Fathers, The

Fathers, The
   The name used to designate the ancient writers of the Church. Their writings are of the greatest value as bearing witness to the N. T. Scriptures and their interpretation, and also as showing forth the belief and usage of the Church in the earliest years of its history. (See TRADITIONS, also UNDIVIDED CHURCH.) The term "Fathers" is generally confined to the writers of the first five or six hundred years of the Christian Era. They are usually grouped together according to the period in which they lived, e.g., The Apostolic Fathers are those who lived nearest to the time, and to some extent contemporary with the Apostles, viz. St. Barnabas, St. Clement, St. Ignatius, Hermas and St. Polycarp. Another class is called the Ante Nicene Fathers, or those who lived between the date of St. Polycarp, A.D. 167, and the date of the Nicene Council, A.D. 325, such as Justin Martyr, St. Irenseus, Clemens Alexandrinus, Tertullian, Origen, St. Cyprian. A third class dates from the Nicene Council, such as St. Athanasius; Eusebius, the Church Historian; St. Cyril of Jerusalem; St. Hilary of Poicters; St. Basil, the Great; St. Gregory of Nyssa; St. Gregory Nazianzen; St. Chrysostom, St. Jerome, St. Ambrose, St. Augustine, St. Leo, who is commonly regarded as the last of the Fathers, although St.

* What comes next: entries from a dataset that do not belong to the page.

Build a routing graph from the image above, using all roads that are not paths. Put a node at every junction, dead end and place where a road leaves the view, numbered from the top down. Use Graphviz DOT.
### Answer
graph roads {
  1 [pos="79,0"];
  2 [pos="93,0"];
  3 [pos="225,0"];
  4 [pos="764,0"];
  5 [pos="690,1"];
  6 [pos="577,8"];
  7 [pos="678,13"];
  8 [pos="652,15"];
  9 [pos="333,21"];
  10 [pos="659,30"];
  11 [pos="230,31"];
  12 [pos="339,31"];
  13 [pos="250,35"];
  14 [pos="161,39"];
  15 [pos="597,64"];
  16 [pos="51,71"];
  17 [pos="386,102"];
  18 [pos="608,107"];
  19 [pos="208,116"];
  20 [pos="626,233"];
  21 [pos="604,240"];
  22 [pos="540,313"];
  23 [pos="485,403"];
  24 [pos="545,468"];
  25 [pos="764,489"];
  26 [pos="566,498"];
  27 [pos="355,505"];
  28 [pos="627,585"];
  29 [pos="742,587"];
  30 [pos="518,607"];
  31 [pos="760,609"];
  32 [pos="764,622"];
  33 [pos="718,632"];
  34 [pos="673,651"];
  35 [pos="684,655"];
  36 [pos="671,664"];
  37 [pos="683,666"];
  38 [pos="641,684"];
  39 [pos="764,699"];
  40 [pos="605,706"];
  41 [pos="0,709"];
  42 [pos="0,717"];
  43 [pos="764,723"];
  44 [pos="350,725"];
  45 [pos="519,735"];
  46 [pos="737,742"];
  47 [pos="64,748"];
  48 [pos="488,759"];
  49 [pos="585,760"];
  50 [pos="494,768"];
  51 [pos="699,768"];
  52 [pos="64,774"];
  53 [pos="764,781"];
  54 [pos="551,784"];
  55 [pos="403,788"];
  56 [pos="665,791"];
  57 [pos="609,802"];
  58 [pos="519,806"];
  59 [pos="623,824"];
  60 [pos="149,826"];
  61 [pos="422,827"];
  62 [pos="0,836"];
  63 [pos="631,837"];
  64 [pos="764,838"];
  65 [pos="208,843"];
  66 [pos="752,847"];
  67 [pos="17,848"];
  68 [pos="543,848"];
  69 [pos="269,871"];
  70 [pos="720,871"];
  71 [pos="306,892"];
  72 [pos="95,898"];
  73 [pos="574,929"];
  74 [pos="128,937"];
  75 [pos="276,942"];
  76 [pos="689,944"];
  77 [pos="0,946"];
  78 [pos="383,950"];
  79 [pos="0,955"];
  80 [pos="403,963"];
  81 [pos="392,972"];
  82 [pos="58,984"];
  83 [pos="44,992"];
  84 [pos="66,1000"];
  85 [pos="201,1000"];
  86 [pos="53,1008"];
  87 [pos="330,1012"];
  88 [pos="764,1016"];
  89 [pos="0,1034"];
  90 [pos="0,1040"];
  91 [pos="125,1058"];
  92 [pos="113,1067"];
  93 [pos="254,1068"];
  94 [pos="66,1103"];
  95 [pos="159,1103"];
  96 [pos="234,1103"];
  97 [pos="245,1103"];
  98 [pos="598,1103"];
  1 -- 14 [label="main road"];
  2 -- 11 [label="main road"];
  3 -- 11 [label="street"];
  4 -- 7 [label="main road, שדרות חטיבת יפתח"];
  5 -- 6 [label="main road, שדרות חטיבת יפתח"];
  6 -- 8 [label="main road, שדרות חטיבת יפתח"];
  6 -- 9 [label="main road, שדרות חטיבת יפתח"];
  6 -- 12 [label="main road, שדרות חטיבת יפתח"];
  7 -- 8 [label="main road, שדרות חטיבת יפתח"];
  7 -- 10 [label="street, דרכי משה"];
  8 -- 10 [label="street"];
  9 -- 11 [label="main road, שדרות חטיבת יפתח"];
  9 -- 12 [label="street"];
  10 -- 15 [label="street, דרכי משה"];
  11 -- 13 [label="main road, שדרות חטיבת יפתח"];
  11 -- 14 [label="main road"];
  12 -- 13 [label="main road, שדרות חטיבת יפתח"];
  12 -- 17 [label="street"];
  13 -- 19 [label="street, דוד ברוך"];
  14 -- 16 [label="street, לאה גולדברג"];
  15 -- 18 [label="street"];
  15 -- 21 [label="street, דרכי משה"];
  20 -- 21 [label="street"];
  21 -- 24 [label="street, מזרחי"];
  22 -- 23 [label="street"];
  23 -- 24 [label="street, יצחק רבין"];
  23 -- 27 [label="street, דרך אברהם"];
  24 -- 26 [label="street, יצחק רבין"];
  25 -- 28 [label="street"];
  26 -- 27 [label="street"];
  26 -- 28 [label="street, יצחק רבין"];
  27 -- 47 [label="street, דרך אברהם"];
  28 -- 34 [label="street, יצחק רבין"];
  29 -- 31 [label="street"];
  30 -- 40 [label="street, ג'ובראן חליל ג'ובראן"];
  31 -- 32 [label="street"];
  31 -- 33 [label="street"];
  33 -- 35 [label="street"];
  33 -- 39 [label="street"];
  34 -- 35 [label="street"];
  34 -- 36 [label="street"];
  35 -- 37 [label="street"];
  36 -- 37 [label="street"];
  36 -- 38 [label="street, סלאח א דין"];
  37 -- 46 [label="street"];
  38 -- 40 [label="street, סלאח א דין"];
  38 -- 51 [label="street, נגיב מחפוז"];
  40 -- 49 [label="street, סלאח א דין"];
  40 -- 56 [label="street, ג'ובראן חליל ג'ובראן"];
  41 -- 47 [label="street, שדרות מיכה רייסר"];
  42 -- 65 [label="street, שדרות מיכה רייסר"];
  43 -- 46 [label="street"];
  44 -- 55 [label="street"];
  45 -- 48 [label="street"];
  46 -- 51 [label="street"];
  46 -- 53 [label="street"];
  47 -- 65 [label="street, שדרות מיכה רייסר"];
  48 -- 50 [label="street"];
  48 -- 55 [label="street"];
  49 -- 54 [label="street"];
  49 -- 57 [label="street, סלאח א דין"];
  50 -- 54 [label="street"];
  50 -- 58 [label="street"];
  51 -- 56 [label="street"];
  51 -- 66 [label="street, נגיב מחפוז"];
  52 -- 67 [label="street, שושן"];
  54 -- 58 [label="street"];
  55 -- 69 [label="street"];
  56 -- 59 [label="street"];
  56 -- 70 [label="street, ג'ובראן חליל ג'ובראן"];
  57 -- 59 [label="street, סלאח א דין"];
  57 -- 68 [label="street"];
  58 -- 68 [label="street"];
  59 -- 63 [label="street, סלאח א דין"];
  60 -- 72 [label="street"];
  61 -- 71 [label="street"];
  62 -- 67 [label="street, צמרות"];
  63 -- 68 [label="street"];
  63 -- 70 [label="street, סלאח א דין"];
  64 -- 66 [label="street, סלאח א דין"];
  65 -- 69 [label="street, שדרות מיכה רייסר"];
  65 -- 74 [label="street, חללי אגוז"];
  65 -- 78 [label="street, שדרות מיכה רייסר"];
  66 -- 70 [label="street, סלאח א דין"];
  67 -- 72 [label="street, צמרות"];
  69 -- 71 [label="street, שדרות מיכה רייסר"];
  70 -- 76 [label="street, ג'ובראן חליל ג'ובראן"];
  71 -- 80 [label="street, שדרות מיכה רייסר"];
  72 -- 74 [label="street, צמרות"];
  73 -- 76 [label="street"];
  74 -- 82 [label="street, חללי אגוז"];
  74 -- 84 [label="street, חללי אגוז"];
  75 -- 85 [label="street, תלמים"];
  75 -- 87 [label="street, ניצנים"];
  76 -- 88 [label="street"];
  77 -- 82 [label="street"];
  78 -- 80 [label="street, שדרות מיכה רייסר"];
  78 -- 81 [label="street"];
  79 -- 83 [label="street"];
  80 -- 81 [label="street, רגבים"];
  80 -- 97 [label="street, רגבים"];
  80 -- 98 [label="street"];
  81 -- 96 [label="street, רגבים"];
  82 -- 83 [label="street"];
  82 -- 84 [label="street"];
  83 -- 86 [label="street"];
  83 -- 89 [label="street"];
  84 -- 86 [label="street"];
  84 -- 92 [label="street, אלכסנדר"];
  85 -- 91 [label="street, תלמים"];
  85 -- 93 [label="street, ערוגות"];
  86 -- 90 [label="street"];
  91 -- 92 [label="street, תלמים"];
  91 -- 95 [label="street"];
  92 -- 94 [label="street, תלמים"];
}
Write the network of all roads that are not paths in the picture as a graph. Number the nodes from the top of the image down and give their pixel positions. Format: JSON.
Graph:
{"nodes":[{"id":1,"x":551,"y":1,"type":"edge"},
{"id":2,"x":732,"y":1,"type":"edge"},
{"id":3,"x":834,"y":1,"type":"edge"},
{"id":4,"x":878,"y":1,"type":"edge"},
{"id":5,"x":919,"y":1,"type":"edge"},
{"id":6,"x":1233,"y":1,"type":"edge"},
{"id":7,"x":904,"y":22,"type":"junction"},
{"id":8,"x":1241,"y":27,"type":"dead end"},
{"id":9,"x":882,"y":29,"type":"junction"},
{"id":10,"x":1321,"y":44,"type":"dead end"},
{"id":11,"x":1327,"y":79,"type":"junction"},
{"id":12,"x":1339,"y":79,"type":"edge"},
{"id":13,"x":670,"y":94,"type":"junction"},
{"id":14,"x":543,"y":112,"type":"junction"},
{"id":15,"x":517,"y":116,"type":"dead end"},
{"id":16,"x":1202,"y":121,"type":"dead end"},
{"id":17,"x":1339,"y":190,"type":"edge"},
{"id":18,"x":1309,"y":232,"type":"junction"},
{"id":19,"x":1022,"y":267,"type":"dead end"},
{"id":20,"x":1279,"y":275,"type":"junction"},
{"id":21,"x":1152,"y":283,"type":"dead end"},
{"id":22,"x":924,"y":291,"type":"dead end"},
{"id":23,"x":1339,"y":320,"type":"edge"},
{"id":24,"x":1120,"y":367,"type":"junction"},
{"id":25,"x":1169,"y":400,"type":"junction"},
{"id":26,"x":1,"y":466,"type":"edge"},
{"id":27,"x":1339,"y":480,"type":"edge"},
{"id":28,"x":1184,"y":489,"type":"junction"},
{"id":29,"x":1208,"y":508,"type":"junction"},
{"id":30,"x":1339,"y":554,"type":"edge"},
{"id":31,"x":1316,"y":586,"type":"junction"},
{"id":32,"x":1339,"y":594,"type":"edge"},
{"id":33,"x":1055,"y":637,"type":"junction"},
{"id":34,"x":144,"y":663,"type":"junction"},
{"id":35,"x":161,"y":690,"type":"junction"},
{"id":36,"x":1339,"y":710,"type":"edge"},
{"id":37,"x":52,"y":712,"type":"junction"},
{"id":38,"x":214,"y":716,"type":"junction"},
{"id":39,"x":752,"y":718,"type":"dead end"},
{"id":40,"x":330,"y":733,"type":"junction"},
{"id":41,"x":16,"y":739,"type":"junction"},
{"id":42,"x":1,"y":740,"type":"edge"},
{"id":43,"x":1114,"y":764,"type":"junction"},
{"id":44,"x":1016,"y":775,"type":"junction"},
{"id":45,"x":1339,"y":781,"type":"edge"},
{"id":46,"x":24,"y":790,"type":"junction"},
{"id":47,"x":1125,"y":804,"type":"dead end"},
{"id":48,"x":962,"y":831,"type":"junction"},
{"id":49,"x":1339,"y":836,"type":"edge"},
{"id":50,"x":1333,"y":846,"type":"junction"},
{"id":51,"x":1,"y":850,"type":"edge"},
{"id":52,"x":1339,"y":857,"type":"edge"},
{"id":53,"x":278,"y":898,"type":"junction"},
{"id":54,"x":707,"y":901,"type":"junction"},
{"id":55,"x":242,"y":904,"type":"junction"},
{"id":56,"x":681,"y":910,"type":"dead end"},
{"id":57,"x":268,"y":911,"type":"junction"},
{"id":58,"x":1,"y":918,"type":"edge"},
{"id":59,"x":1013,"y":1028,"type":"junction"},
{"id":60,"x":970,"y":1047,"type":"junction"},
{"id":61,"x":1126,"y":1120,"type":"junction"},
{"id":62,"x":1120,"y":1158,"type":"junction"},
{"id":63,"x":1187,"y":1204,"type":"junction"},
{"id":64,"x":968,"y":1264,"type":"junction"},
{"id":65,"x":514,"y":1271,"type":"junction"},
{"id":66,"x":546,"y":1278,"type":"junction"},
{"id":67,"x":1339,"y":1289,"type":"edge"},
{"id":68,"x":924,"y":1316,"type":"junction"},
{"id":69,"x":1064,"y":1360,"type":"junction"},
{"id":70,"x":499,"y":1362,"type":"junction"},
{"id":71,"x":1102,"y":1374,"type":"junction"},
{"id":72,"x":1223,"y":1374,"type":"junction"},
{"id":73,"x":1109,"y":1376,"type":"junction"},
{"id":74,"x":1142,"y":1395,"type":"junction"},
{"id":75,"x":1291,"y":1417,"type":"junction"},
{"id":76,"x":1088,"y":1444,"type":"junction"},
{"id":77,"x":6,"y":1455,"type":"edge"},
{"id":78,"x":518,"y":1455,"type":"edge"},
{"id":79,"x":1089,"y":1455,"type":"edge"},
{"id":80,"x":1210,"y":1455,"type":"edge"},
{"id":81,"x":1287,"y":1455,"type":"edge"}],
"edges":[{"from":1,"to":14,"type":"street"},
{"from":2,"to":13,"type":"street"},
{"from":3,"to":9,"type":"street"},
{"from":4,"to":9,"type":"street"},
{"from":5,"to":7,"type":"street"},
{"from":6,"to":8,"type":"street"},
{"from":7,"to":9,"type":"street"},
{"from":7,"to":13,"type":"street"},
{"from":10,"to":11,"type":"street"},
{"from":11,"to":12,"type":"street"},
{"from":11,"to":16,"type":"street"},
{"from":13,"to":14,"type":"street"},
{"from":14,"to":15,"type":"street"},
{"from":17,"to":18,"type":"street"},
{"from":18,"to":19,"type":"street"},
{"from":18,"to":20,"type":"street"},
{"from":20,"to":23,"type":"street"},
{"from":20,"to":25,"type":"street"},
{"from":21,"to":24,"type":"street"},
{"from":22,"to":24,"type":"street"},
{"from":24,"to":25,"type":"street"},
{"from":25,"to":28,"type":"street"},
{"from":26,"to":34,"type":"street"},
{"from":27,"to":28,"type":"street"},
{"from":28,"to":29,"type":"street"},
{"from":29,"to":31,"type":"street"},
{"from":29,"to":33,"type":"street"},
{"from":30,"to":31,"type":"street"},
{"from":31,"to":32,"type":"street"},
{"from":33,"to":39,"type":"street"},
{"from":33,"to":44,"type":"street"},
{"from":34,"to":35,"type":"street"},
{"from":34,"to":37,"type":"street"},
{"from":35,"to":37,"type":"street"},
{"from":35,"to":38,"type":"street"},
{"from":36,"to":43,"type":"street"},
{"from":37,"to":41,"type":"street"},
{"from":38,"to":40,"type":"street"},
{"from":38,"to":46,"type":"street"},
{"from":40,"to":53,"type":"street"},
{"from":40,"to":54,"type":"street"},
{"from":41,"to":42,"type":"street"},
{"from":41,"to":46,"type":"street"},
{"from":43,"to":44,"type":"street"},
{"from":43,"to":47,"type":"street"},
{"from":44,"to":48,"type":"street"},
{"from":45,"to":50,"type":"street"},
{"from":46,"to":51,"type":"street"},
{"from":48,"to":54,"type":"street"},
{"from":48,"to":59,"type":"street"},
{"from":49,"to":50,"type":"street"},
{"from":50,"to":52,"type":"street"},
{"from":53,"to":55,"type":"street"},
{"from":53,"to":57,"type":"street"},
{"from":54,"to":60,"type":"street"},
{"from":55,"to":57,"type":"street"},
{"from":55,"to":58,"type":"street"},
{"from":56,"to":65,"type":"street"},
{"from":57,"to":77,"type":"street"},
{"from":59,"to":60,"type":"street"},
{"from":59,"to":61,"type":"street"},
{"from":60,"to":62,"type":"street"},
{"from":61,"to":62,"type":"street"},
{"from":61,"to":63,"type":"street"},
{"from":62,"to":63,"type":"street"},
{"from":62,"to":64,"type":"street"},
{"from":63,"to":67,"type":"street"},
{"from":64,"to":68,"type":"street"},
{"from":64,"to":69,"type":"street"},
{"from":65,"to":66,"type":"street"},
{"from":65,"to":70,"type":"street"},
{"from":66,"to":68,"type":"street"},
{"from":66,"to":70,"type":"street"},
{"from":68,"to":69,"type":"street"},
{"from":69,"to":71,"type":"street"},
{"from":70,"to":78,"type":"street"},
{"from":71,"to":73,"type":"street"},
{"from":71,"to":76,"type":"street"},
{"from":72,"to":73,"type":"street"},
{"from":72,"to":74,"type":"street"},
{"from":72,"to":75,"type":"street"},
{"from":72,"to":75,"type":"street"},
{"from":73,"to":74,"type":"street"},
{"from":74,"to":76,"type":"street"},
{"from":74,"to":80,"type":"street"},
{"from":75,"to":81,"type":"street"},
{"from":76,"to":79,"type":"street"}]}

Gregory of Rome is placed in the List as well as a few later writers. The above is not a complete list, only a few of the principal Fathers having been mentioned. It is pointed out in Milman's "Latin Christianity" that "The Eastern and the Western Church have each four authors of note, whom they recognize as Fathers par excellence. Those of the Eastern Church are St. Athanasius, St. Basil, St. Chrysostom and St. Gregory Nazianzen. Those of the Western Church are St. Jerome, St. Ambrose, St. Augustine and St. Gregory of Rome, -- the Fathers respectively of her monastic system, of her sacerdotal authority, of her scientific Theology and of her popular religion."

American Church Dictionary and Cyclopedia. — New York, Thomas Whittaker. . 1901.